Charmi et al. [14] presented a detailed study of 316L anisotropy, reporting the highest Young’s modulus of 225 GPa for horizontal specimens, and the lowest of 180 GPa for vertical ones, measured by the resonance method. In the mentioned work, a tensile test showed the maximum modulus of 215 ± 3 GPa in the vertical direction, and the minimum was 192 ± 7 GPa in the vertical, but the authors were concerned about possible inaccuracies of the extensometer configured for the large strains. The authors concluded that elastic anisotropy is driven by a crystallographic texture, since it was captured using single-crystal elastic constants as inputs for the MTEX [12] simulations. They indicate residual stresses as negligible factors for elastic and plastic anisotropy. However, the specimens were machined from the prismatic solids with consequent soft heat treatment, and presented residual stresses are significantly lower than in the case of “as-build” properties.

Röttger et al. [15] studied vertically and horizontally oriented 316L specimens built with different process parameters, and while the reduction of Young’s moduli in comparison with conventional steel was observed in many cases, they indicate neither texture nor porosity as the only dominant factor. The authors also assume that reversible dislocation movements cause a reversible elastic expansion contribution to the total elongation, so the apparent Young’s modulus decreases. The authors also carried out a hot isostatic pressing of the horizontal specimen at 1150 °C, which led to a significant increase of Young’s modulus from 165 GPa to 205 GPa. Eventually, they discussed mechanical properties with respect to a reduced dislocation density, a homogeneous distribution of the elements, and a crack-free microstructure after treatment. In contrast to some studies, the authors obtained the highest modulus of as-build specimens in a vertical direction. The results with high moduli of vertical specimens in as-build conditions can also be found elsewhere [16], with some remarks about problematic measurement accuracy.

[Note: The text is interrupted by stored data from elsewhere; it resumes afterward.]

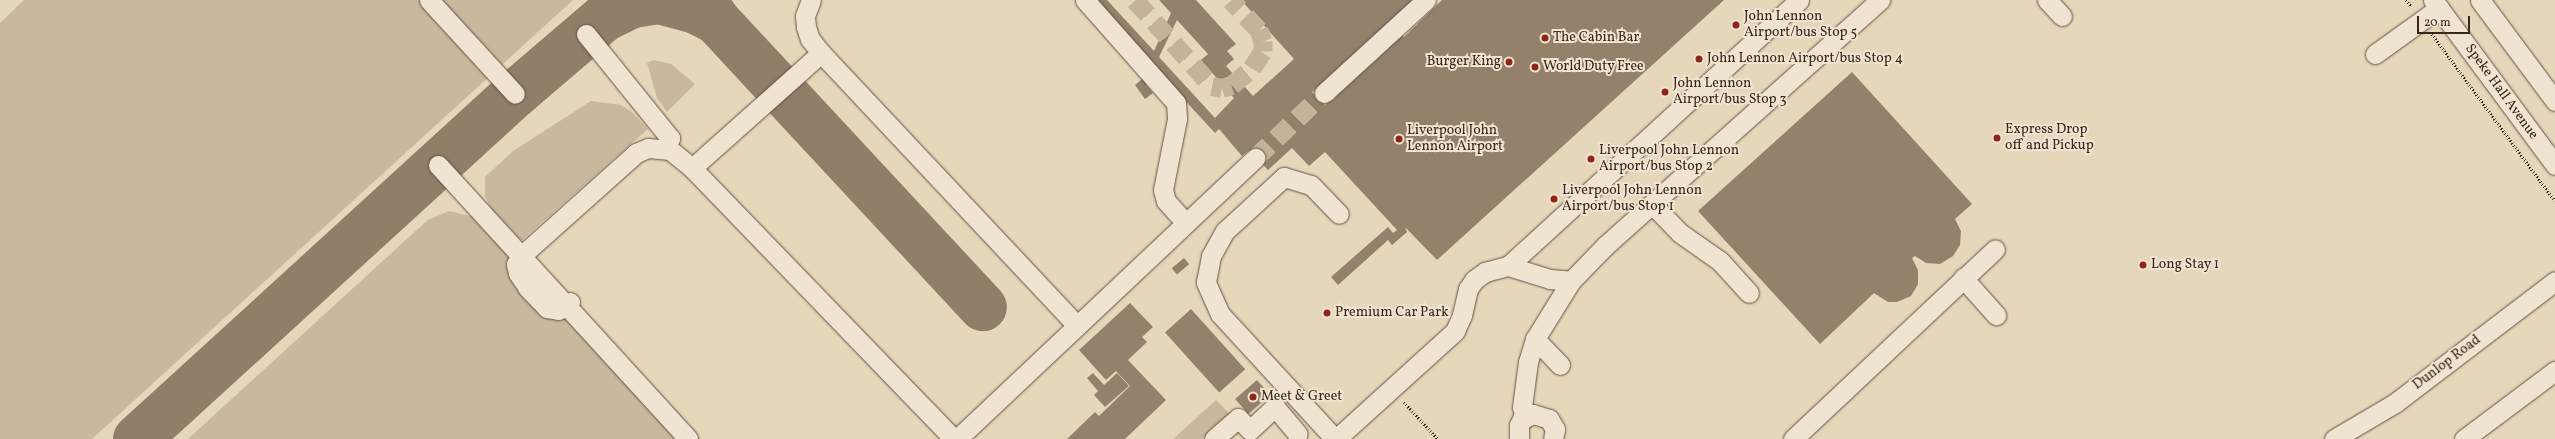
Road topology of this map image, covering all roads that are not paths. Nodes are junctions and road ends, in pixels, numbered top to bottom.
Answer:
1 (429, 0) edge
2 (811, 0) edge
3 (1085, 0) edge
4 (1426, 0) edge
5 (1799, 0) edge
6 (1880, 0) edge
7 (2047, 0) edge
8 (2480, 0) edge
9 (2436, 4) edge
10 (2062, 16) dead end
11 (586, 34) dead end
12 (821, 53) junction
13 (2375, 54) dead end
14 (1324, 93) tunnel mouth
15 (515, 94) dead end
16 (2555, 101) edge
17 (665, 149) junction
18 (1255, 158) tunnel mouth
19 (438, 165) dead end
20 (2555, 165) edge
21 (692, 168) junction
22 (1652, 204) junction
23 (1339, 214) dead end
24 (1186, 223) junction
25 (539, 240) junction
26 (1995, 249) dead end
27 (521, 256) junction
28 (1508, 266) junction
29 (1963, 278) junction
30 (1571, 281) junction
31 (2555, 281) edge
32 (1749, 293) dead end
33 (568, 303) junction
34 (1996, 315) dead end
35 (1077, 326) junction
36 (1535, 339) junction
37 (1560, 365) dead end
38 (2555, 371) edge
39 (1525, 418) junction
40 (2488, 432) edge
41 (1298, 434) dead end
42 (965, 438) edge
43 (688, 439) edge
44 (698, 439) edge
45 (1214, 439) edge
46 (1336, 439) edge
47 (1519, 439) edge
48 (1553, 439) edge
49 (1793, 439) edge
50 (2334, 439) edge
51 (2464, 439) edge

1 - 15 street
2 - 12 street
3 - 24 street
4 - 14 street
5 - 28 street
6 - 22 street
7 - 10 street
8 - 16 street
9 - 13 street
9 - 20 street, Speke Hall Avenue
11 - 17 street
12 - 21 street
12 - 35 street
17 - 21 street
17 - 25 street
18 - 24 street
19 - 27 street
21 - 42 street
22 - 30 street
22 - 32 street
23 - 46 street
24 - 35 street
25 - 27 street
25 - 33 street
26 - 29 street
27 - 33 street
28 - 30 street
28 - 46 street
29 - 34 street
29 - 49 street
30 - 36 street
31 - 50 street, Dunlop Road
33 - 43 street
33 - 44 street
35 - 42 street
36 - 37 street
36 - 39 street
38 - 40 street
39 - 47 street
39 - 48 street
40 - 51 street
41 - 45 street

Zhang et al. [17] compared tensile diagrams of vertical and horizontal 316L dog-bone specimens in as-build conditions, establishing higher Young’s modulus and yield strength of horizontal ones. Nevertheless, their build method with preheating at 150 °C for vertical specimens allowed them to surpass properties of horizontally oriented ones. The specimen produced without preheating was significantly more distorted during processing, and the authors identify that the effect of residual stress is evident for this case.

Heat treatment allows for the relieving of residual stresses, but a degree of influence on microstructure may vary depending on temperature and holding time. In other words, it is problematic to use a heat treatment with the aim of obtaining residual stress-relieved specimens without an effect on the microstructure. The most common methods for residual stress measurements are neutron [18,19] and X-ray diffraction [20]. Both methods require identification of the microstructure in a stress-free state [21], and X-ray diffraction is additionally strictly limited by penetration depth and sensitivity to surface treatment.

Chao et al. [22] investigated the evolution of microstructure, residual stress and resultant mechanical performance of SLM (Selective Laser Melting) processed 316L after a heat treatment over a wide temperature range of 400–1400 °C, reporting gradual microstructure change with temperature increase. Suryawanshi [23] found anisotropy in tensile tests of specimens after 1 h of heat treatment at 700 °C, identifying that this level of treatment does not correspond to a complete homogenization. Ronneberg et al. [24] used heat treatment of LPBF 316L steel to isolate the influence of porosity and microstructure on the anisotropy of mechanical characteristics, categorizing heat treatment in three ranges: recovery, homogenization, and annealing. The annealing fully recrystallizes the microstructure with isotropic properties. The authors conclude that porosity does not cause anisotropic yield behavior, which contradicts the aforementioned references [7,8].

While many studies do not consider the influence of residual stresses on mechanical properties, Chen et al. [25] used the crystal plasticity model for the explanation of tension-compression asymmetry through the simulation of residual microstresses [26] in SLM 316L. Furthermore, experimental studies [27,28] show residual stresses close to yield strength, which cannot be ignored in the case of mechanical loading.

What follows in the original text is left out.